■ Work item ■
Copy every line that contains the string "Sandpiper" from the entries below.

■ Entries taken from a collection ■
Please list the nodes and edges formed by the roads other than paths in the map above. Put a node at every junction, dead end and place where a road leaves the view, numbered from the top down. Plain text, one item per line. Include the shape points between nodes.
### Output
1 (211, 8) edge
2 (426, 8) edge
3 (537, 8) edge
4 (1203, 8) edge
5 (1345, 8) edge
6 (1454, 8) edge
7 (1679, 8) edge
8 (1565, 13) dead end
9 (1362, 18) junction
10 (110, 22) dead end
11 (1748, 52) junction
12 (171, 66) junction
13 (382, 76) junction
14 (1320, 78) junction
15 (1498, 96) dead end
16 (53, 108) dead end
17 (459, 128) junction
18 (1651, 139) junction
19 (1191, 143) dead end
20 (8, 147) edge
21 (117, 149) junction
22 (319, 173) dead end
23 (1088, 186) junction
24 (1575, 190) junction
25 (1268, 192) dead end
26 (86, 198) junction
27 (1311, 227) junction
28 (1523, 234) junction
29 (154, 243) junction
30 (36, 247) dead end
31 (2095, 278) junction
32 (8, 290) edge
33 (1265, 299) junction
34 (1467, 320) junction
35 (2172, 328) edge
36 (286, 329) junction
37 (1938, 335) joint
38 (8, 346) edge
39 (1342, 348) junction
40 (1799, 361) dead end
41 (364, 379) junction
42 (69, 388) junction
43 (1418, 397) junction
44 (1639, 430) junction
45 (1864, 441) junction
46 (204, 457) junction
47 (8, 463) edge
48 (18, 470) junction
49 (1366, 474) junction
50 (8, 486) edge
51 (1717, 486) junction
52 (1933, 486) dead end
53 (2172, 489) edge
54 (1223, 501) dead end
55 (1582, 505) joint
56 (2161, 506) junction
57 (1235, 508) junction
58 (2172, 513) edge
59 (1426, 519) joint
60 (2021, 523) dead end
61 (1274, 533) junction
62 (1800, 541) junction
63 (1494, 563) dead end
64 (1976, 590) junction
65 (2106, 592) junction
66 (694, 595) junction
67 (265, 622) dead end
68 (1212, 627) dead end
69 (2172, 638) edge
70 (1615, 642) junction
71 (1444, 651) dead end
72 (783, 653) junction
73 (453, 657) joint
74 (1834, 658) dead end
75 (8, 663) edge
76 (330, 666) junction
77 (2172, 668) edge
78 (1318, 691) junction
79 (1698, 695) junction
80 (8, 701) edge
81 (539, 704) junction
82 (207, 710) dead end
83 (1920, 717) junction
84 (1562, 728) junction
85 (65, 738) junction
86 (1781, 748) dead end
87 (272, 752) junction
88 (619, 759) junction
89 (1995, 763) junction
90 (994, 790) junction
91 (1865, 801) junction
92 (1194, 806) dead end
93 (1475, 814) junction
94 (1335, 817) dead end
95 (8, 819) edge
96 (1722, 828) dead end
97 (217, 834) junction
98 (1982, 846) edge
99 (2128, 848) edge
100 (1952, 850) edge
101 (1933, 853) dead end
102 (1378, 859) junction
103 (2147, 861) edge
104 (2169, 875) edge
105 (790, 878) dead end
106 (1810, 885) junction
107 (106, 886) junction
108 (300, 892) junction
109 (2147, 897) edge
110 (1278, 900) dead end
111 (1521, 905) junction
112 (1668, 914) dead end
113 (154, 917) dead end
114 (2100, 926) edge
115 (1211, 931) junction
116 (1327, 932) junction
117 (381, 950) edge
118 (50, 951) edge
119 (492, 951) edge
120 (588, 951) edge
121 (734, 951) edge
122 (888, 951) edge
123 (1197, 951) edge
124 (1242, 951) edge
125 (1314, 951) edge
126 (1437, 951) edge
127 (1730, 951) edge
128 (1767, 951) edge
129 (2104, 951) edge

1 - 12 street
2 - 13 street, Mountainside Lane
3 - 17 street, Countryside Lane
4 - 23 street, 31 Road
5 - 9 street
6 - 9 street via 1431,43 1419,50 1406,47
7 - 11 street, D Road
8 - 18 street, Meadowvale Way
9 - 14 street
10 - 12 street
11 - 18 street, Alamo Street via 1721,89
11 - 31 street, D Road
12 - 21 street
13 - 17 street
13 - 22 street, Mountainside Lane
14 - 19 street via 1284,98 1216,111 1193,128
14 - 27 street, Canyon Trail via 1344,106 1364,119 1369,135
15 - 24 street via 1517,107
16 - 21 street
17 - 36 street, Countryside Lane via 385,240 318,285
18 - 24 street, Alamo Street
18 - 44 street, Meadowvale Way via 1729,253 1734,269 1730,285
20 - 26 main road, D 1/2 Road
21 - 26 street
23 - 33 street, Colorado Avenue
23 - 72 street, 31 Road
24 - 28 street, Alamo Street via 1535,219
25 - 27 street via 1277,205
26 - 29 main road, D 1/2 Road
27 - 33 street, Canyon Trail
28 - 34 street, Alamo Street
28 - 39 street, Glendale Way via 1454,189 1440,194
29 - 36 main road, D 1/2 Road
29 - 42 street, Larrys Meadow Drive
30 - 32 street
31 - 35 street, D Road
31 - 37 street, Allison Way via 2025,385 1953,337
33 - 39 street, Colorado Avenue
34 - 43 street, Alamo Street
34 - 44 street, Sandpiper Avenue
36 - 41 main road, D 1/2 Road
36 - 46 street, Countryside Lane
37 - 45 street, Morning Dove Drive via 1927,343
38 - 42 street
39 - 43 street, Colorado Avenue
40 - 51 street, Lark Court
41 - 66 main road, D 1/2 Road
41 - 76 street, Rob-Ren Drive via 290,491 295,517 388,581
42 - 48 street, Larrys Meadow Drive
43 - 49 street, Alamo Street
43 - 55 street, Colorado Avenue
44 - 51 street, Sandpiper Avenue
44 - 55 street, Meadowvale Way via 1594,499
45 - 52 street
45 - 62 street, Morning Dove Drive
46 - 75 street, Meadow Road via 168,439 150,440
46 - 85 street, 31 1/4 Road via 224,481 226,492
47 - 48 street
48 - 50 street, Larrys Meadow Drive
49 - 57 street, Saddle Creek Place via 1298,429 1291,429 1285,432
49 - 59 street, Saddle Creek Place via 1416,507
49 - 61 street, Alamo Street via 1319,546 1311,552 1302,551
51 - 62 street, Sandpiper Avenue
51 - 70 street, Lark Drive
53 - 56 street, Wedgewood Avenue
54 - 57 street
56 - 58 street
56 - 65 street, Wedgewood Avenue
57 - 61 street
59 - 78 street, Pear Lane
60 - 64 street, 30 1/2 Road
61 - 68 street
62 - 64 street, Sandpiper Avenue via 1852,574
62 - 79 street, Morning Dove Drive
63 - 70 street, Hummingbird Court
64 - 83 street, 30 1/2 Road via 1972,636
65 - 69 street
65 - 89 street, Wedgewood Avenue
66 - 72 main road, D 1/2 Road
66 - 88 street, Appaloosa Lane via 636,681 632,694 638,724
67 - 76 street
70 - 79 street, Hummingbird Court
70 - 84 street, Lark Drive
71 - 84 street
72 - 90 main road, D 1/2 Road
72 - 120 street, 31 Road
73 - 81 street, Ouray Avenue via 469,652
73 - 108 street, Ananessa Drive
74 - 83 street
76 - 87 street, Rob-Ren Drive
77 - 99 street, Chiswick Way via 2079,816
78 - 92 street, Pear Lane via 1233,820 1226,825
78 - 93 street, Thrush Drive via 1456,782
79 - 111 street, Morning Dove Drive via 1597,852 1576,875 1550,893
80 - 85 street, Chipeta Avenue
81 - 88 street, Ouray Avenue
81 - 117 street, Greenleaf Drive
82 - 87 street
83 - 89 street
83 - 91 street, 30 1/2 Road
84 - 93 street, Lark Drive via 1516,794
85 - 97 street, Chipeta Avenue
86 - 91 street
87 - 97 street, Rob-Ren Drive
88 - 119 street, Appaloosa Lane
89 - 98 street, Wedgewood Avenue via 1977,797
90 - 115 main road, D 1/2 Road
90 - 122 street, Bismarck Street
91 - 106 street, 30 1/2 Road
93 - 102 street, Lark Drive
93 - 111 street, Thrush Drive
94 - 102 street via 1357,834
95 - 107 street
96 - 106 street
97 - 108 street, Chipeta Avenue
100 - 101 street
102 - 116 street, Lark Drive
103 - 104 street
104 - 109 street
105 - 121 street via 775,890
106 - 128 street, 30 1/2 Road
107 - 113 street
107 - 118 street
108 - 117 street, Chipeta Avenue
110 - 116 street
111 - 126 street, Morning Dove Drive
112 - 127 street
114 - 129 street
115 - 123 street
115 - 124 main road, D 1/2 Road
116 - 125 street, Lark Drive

■ Result for this exercise ■
34 - 44 street, Sandpiper Avenue
44 - 51 street, Sandpiper Avenue
51 - 62 street, Sandpiper Avenue
62 - 64 street, Sandpiper Avenue via 1852,574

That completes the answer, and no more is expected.